**Exercise description**
Would you please copy each line of the data in which the string "roads" occurs?

Segment Open

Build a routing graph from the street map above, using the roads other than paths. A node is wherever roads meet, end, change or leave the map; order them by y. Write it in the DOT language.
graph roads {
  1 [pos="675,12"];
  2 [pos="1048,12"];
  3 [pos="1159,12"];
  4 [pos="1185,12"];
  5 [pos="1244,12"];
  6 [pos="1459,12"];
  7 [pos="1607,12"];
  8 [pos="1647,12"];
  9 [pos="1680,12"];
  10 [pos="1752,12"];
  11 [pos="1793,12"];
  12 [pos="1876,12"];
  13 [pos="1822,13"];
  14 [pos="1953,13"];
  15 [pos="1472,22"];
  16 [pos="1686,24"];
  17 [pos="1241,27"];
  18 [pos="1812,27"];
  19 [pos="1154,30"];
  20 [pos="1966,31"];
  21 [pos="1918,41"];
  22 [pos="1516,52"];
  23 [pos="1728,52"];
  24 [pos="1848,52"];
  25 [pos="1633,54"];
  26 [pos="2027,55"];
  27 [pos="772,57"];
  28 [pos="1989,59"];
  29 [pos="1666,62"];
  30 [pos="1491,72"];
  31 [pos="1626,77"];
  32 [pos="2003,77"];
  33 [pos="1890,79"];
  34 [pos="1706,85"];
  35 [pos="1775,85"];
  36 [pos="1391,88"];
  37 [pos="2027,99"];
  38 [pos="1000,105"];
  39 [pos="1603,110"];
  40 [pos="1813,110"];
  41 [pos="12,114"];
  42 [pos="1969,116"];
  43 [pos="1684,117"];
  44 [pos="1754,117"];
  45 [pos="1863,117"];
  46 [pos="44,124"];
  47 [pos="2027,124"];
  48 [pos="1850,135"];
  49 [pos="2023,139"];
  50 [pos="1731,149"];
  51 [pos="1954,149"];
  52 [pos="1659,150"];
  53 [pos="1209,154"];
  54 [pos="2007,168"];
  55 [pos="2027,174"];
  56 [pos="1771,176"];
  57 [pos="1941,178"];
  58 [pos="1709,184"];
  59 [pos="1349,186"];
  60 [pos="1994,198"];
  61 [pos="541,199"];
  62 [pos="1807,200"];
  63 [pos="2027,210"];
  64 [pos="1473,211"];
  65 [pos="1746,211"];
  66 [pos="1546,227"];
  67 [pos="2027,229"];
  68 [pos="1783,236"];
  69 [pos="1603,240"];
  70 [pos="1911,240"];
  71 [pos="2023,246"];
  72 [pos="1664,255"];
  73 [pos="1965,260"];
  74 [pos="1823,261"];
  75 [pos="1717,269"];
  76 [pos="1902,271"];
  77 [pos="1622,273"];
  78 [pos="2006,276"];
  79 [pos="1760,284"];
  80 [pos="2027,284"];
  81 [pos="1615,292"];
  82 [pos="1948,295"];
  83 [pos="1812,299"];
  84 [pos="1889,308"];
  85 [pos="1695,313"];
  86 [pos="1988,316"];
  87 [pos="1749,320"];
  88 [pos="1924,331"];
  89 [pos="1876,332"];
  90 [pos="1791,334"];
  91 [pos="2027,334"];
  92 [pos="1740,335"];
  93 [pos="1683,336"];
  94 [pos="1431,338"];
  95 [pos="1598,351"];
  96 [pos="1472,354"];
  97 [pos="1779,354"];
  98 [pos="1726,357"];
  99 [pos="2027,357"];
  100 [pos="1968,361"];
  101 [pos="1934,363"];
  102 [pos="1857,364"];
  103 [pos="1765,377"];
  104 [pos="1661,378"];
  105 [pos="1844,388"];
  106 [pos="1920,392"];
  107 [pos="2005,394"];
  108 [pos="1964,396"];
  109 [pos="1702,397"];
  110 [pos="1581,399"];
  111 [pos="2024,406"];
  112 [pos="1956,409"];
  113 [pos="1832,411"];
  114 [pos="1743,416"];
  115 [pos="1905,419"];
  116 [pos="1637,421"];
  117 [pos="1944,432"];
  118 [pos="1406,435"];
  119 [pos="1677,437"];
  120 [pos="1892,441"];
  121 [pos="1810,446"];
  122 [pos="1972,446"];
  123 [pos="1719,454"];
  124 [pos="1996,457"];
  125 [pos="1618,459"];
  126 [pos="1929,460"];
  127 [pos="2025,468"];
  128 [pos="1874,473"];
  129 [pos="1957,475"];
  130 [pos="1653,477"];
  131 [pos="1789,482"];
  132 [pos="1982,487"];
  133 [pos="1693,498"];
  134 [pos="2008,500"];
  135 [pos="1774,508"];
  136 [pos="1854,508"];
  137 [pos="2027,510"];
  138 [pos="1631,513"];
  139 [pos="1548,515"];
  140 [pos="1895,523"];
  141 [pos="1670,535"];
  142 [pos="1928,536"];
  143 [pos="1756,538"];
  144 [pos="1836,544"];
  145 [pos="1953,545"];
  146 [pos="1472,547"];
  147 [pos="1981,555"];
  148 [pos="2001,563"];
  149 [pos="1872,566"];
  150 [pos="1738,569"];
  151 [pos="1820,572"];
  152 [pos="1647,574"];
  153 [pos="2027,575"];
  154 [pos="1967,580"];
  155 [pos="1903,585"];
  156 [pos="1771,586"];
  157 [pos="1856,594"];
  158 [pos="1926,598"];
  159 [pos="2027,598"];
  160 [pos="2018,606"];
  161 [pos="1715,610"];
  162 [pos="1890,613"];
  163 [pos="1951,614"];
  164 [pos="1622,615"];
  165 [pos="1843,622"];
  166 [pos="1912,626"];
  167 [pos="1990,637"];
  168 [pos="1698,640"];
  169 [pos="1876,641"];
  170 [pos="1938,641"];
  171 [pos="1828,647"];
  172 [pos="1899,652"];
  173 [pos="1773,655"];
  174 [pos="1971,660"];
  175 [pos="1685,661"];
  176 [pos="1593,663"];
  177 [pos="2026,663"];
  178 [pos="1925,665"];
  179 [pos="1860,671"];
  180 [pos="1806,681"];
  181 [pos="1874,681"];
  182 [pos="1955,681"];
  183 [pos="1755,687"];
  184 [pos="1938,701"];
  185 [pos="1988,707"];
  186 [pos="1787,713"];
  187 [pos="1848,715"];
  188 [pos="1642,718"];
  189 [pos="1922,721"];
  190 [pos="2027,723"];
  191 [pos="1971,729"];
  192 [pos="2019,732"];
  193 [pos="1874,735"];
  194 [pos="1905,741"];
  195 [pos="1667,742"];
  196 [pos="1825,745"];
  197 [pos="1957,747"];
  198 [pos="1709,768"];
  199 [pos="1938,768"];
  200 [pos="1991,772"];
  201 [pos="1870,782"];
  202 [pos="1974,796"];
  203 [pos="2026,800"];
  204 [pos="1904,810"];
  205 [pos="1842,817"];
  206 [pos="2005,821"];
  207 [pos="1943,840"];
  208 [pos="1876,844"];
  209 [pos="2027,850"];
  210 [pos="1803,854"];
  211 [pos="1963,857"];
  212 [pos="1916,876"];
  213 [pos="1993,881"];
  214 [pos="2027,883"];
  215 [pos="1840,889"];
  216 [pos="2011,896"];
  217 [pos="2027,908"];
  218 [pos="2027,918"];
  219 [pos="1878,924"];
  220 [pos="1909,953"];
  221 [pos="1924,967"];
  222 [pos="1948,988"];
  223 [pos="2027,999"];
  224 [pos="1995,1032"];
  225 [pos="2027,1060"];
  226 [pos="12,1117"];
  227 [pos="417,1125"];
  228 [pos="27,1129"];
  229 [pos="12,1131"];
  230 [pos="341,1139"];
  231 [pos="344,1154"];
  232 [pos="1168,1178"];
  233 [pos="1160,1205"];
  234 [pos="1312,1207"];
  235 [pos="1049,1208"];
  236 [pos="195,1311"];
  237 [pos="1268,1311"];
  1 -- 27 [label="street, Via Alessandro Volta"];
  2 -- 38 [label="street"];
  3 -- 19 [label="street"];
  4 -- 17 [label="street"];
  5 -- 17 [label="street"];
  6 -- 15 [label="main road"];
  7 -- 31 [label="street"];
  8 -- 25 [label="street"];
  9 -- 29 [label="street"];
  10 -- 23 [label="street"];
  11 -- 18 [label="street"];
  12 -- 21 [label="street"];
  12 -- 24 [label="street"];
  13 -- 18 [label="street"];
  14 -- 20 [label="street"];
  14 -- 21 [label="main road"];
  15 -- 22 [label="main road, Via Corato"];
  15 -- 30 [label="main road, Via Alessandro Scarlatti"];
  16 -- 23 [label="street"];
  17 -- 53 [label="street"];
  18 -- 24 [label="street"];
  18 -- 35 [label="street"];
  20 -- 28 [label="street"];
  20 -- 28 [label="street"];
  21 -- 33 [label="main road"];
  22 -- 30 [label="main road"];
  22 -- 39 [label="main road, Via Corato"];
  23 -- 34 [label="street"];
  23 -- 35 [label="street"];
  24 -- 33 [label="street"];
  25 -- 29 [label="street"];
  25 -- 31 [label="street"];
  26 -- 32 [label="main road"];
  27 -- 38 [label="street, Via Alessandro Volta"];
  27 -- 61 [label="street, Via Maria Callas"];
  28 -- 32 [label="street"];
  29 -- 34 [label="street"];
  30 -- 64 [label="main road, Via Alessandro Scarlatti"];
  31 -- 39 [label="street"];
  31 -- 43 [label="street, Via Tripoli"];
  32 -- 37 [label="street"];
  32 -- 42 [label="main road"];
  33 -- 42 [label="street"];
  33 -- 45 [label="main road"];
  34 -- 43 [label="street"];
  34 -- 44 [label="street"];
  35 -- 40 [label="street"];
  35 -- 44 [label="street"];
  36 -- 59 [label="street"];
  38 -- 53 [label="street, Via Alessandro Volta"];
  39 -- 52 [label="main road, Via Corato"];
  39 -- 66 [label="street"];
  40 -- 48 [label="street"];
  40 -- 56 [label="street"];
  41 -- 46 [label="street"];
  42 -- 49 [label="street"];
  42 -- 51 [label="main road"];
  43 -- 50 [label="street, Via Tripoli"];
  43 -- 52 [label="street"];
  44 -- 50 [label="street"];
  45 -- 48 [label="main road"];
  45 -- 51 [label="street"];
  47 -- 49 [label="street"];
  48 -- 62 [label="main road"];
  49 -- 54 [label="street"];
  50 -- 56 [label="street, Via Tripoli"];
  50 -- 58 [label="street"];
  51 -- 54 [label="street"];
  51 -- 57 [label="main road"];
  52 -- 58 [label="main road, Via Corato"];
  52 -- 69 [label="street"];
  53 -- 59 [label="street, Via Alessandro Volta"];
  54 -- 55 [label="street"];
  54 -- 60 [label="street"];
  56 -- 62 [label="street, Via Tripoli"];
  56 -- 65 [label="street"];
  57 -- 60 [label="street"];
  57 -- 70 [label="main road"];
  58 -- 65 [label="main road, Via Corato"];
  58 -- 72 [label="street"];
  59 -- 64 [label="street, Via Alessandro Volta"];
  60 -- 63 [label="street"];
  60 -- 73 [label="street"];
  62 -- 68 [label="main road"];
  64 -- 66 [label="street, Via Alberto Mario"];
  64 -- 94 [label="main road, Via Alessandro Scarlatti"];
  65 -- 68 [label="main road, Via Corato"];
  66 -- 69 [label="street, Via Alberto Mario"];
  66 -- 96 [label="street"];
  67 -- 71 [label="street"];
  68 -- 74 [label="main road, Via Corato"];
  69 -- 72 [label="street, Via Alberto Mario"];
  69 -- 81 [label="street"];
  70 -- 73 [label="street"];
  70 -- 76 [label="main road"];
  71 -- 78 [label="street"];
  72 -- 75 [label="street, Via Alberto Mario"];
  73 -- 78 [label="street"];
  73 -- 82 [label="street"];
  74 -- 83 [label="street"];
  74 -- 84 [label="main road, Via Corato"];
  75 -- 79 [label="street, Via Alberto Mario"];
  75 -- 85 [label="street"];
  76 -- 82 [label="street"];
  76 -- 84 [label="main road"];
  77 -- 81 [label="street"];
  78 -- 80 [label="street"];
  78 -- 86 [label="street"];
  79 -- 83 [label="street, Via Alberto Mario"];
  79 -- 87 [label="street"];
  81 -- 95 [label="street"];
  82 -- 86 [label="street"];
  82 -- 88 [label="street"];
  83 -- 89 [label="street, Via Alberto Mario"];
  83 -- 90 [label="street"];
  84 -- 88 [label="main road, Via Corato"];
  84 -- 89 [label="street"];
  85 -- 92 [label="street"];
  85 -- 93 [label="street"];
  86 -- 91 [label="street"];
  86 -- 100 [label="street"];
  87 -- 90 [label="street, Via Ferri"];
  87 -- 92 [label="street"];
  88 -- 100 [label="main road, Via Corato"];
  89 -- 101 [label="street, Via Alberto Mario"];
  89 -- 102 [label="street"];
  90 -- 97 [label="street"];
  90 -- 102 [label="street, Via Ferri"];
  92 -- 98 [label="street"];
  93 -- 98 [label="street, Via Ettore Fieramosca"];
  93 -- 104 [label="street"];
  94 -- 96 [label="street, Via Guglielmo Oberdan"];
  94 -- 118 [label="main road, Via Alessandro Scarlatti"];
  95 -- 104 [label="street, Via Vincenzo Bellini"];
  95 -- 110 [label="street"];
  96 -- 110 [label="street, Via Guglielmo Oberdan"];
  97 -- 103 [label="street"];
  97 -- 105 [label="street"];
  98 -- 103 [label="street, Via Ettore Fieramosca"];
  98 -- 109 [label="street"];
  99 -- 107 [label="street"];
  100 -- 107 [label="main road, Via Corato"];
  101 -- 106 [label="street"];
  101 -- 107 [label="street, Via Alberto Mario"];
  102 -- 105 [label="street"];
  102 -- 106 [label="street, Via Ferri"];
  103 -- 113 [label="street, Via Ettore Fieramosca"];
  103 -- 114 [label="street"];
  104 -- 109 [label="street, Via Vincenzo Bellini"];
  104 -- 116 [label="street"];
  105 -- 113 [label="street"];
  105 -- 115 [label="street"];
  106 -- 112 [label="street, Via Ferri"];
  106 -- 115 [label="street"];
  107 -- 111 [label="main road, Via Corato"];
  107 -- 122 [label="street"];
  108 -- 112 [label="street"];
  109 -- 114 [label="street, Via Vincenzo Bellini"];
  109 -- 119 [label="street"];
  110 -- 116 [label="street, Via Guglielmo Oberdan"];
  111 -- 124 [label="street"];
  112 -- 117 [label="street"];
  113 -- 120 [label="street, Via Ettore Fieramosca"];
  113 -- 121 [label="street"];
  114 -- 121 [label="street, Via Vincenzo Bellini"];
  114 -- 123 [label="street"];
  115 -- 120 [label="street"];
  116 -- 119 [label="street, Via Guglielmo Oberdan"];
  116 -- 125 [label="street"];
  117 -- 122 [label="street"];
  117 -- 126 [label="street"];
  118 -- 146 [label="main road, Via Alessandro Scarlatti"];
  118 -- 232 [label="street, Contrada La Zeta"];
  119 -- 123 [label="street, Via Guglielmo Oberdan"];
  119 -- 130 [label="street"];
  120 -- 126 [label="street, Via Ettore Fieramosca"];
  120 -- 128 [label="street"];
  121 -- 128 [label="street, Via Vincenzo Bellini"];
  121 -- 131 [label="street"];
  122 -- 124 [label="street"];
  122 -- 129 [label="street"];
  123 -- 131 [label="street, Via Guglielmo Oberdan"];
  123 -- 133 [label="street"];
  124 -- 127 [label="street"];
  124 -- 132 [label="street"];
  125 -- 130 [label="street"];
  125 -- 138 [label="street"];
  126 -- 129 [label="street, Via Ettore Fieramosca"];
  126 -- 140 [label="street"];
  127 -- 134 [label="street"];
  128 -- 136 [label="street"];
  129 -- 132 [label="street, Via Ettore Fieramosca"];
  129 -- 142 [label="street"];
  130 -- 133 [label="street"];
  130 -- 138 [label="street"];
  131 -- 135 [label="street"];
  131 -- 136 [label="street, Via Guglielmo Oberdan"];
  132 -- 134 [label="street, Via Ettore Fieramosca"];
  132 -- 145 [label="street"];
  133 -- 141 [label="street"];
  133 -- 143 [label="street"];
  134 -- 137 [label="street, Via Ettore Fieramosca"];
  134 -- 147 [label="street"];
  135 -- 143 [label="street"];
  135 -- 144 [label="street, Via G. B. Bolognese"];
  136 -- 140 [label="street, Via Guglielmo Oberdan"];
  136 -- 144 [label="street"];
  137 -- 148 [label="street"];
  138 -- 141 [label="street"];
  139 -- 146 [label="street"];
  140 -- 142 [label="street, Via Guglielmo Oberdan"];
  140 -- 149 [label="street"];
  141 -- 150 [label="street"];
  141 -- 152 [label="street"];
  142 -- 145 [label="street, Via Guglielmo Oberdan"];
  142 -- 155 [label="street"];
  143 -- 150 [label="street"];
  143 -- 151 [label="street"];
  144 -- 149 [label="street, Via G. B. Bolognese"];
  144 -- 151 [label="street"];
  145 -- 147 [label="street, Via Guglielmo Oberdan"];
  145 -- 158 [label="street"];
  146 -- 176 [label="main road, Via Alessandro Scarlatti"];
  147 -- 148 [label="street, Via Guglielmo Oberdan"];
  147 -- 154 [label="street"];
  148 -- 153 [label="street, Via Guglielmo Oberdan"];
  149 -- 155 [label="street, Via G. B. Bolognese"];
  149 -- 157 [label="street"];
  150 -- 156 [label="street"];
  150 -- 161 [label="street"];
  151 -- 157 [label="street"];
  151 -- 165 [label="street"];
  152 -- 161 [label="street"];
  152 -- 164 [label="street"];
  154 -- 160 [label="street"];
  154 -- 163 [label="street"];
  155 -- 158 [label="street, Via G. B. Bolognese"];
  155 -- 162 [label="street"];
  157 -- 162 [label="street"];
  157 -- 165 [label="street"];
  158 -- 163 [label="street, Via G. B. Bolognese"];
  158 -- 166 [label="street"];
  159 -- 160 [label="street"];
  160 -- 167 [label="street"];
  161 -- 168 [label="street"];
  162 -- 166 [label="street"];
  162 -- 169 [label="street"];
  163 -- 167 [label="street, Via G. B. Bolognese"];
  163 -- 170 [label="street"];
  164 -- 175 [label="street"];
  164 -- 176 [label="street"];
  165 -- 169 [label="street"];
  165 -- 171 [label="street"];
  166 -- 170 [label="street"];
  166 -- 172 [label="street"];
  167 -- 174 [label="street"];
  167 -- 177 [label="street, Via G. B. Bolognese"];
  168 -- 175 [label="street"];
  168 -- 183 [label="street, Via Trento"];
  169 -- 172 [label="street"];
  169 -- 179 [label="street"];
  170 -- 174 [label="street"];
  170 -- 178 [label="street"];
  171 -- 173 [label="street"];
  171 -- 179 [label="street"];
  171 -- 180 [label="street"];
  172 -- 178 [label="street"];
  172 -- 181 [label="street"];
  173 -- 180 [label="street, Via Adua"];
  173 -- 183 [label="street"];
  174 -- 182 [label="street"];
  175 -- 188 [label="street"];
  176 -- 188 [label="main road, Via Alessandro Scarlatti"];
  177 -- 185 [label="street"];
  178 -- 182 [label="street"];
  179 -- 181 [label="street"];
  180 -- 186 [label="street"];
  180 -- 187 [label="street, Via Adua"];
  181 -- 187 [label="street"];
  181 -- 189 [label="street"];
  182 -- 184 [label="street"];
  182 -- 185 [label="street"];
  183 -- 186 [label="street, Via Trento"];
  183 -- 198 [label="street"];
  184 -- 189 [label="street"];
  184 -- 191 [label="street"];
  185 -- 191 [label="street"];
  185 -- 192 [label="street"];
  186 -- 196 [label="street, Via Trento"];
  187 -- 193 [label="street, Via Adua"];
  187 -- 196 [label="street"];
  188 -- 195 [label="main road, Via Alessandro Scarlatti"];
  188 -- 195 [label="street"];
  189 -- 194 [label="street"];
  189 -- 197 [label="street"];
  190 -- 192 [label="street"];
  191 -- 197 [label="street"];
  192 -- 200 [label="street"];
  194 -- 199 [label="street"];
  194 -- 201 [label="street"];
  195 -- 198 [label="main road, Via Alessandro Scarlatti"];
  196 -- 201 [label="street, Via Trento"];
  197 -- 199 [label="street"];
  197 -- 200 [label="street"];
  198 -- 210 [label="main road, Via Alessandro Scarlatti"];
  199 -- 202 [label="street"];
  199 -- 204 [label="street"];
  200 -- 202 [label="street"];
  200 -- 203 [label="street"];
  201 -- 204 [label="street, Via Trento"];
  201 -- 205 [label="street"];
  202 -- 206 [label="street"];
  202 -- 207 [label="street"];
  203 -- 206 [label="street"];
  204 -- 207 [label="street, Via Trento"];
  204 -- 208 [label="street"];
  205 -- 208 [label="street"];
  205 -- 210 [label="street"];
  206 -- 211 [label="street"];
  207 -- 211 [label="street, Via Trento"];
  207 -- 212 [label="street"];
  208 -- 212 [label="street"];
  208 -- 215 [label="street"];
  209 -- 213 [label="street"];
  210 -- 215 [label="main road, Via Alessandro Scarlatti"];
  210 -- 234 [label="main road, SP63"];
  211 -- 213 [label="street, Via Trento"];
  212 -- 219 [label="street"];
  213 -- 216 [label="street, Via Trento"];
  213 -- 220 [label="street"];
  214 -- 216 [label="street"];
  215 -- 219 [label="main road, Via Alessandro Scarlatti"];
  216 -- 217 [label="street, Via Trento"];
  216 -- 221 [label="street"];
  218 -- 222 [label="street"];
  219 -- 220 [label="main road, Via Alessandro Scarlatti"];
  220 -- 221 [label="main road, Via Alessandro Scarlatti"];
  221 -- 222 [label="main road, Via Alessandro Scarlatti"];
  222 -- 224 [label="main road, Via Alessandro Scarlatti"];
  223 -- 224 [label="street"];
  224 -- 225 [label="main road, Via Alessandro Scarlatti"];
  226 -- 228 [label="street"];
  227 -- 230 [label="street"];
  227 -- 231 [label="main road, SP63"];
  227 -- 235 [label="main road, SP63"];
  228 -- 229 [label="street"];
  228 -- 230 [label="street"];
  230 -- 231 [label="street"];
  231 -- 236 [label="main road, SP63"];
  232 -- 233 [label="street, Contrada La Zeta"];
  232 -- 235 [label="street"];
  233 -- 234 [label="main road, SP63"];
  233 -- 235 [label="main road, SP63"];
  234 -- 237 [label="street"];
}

Segment Closed

**Reply**
Build a routing graph from the street map above, using the roads other than paths. A node is wherever roads meet, end, change or leave the map; order them by y. Write it in the DOT language.
graph roads {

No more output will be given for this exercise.